City looks for cheaper animal control options

OCEANSIDE — The city presently has a two-year contract with San Diego Humane Society for animal control and sheltering services, but decided to look into other options before the present contract is up in a 4-1 vote on Jan. 5, in which Councilman Jack Feller voted no.
Over the last few years the cost of the contract with San Diego Humane Society has steadily increased while the level of services has been reduced. “I support the idea of having a plan B,” Councilman Gary Felien said. “It makes sense to create that.”
To flush out possible options a special citizen’s ad hoc committee will be formed under the Economic Development Committee to meet for one year and bring recommendations back to City Council.
“The primary focus is to try to find finances to pay for the services,” Doug Eddow, city real estate manager, said.

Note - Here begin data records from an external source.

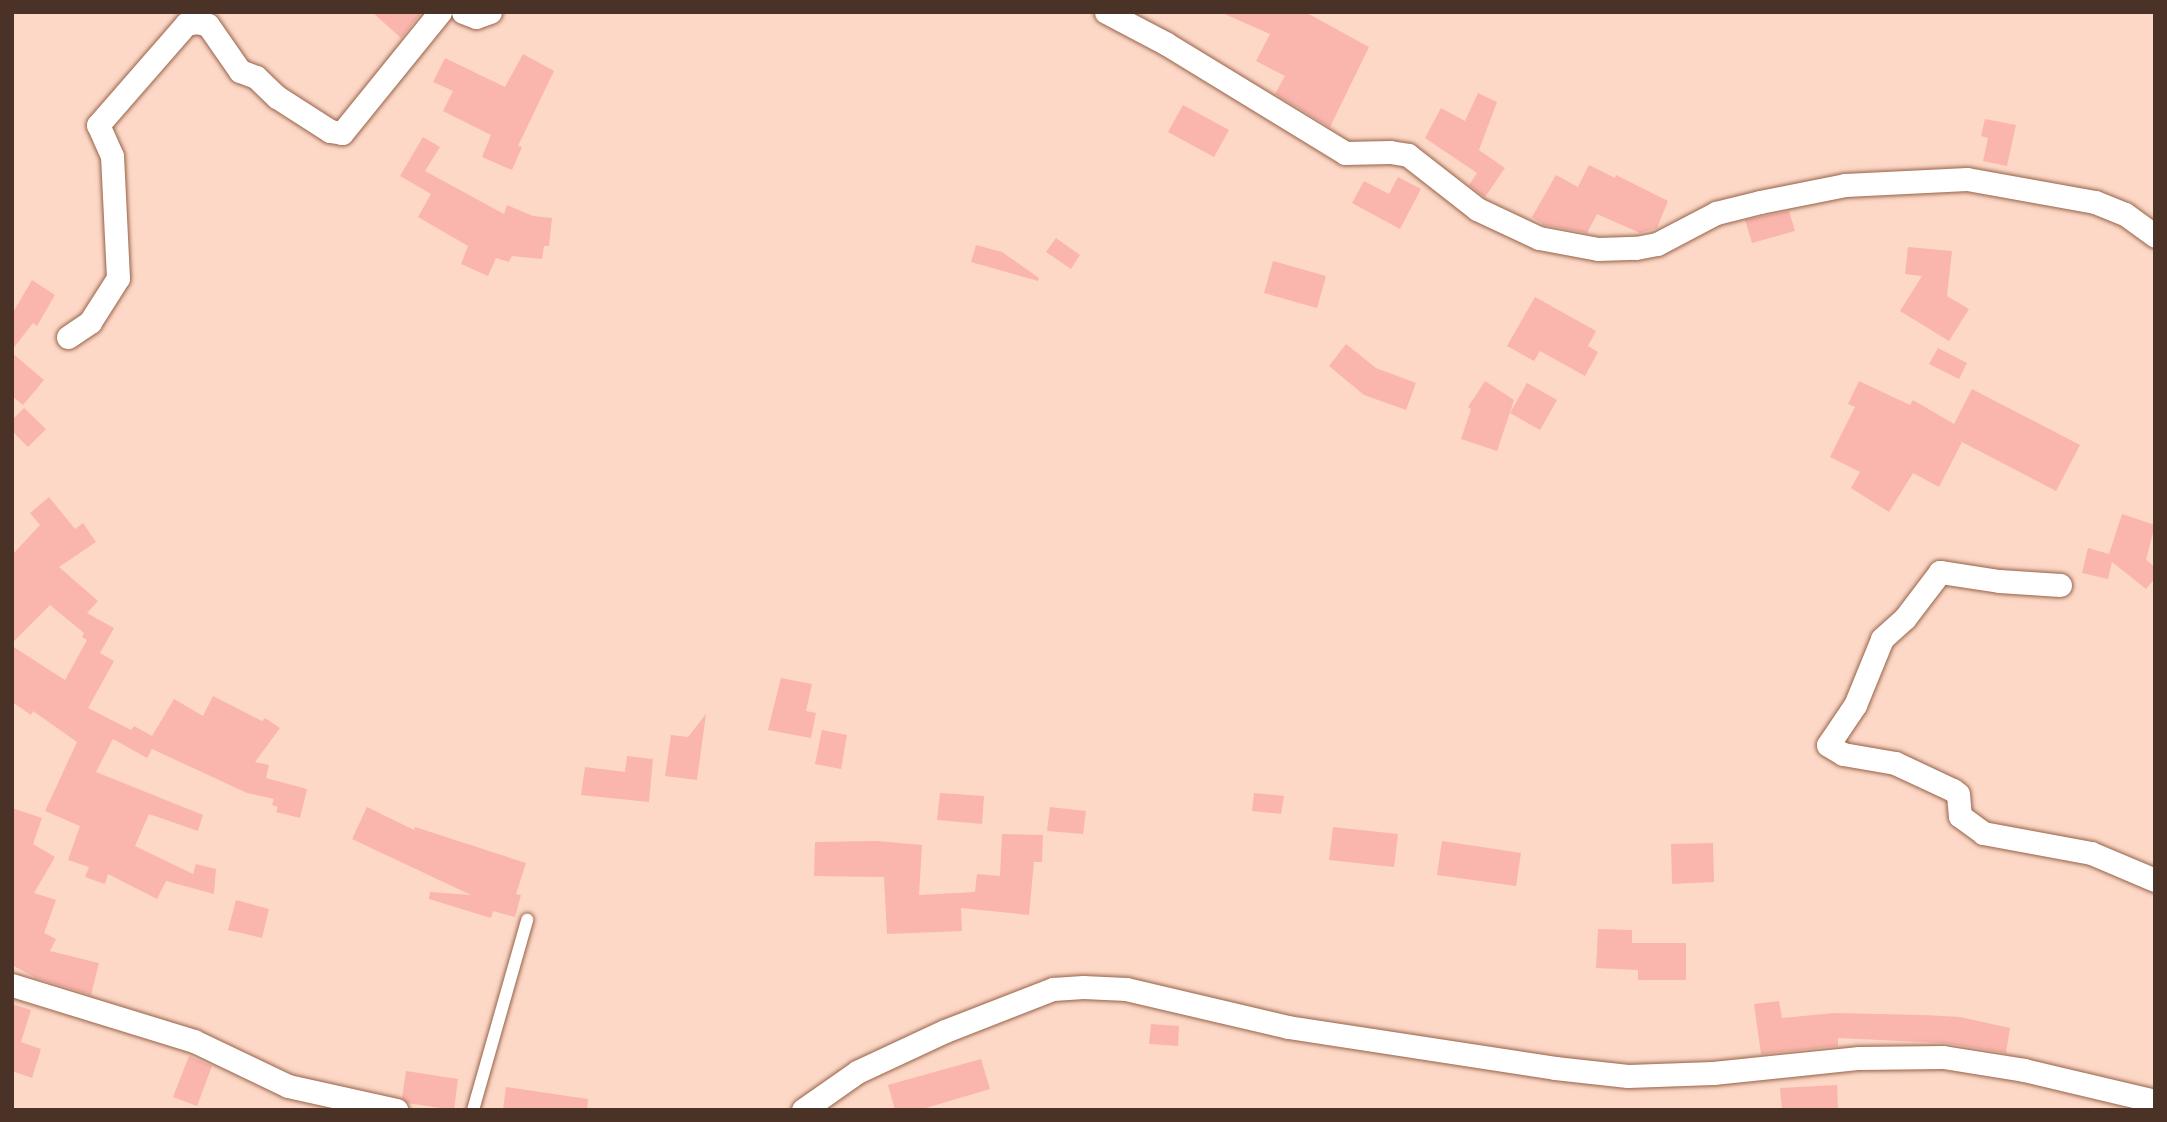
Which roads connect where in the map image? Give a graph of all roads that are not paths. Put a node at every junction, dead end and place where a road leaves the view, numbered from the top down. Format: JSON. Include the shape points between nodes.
{"nodes":[{"id":1,"x":440,"y":12,"type":"edge"},
{"id":2,"x":463,"y":12,"type":"edge"},
{"id":3,"x":490,"y":12,"type":"edge"},
{"id":4,"x":1106,"y":12,"type":"edge"},
{"id":5,"x":2155,"y":236,"type":"edge"},
{"id":6,"x":68,"y":337,"type":"dead end"},
{"id":7,"x":2060,"y":585,"type":"dead end"},
{"id":8,"x":2155,"y":880,"type":"edge"},
{"id":9,"x":527,"y":920,"type":"dead end"},
{"id":10,"x":12,"y":985,"type":"edge"},
{"id":11,"x":2155,"y":1101,"type":"edge"},
{"id":12,"x":396,"y":1110,"type":"edge"},
{"id":13,"x":473,"y":1110,"type":"edge"},
{"id":14,"x":803,"y":1110,"type":"edge"}],
"edges":[{"from":1,"to":6,"type":"street","via":[[342,134],[330,131],[277,97],[256,77],[240,71],[208,25],[186,24],[98,125],[111,150],[118,278],[90,322]]},
{"from":2,"to":3,"type":"street","via":[[476,17]]},
{"from":4,"to":5,"type":"street","via":[[1345,153],[1408,155],[1477,209],[1539,239],[1598,249],[1636,248],[1657,244],[1716,213],[1759,202],[1845,185],[1966,179],[2095,202],[2125,214]]},
{"from":7,"to":8,"type":"street","via":[[1940,572],[1905,618],[1882,639],[1855,705],[1828,745],[1843,754],[1895,763],[1953,790],[1958,794],[1960,816],[1983,833],[2091,853]]},
{"from":9,"to":13,"type":"lane"},
{"from":10,"to":12,"type":"street","via":[[194,1041],[288,1086]]},
{"from":11,"to":14,"type":"street","via":[[2024,1070],[1943,1057],[1859,1058],[1713,1073],[1629,1076],[1555,1069],[1288,1027],[1126,989],[1083,987],[1053,989],[945,1031],[857,1072]]}]}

The ad hoc committee will investigate sharing services with neighboring cities and other low-cost options. Building an animal shelter will not be considered, due to the expense.
There has been some community concern about the San Diego Humane Society’s operational model and business sense. Community watchdogs criticize the San Diego Humane Society for not working collaboratively with local animal rescue groups to better serve shelter animals.
Joshua Helmle said he and four fellow citizens, who work with fundraising, animal control services and animal rescue groups, will be at the ad hoc committee meetings to offer tips on efficient animal control operations. “All five of us have various interests,” Helmle said. “I’m a financial guy not some bleeding heart animal rights guy.”
The goal of the citizen group is to find a permanent solution for city animal control.
“We hope to significantly reduce the cost of the contract for animal control, contain and limit the future rise in the contract costs, provide superior care for the animals acquired, create a true no-kill shelter and re-establish a community relationship that fosters mutual support and appreciation,” Helmle said. “We hope we can come up with a plan and they (the city) seem to be giving us the opportunity.”
City staff will determine guidelines and procedures for the ad hoc committee within 30 days. Meetings will be open to the public.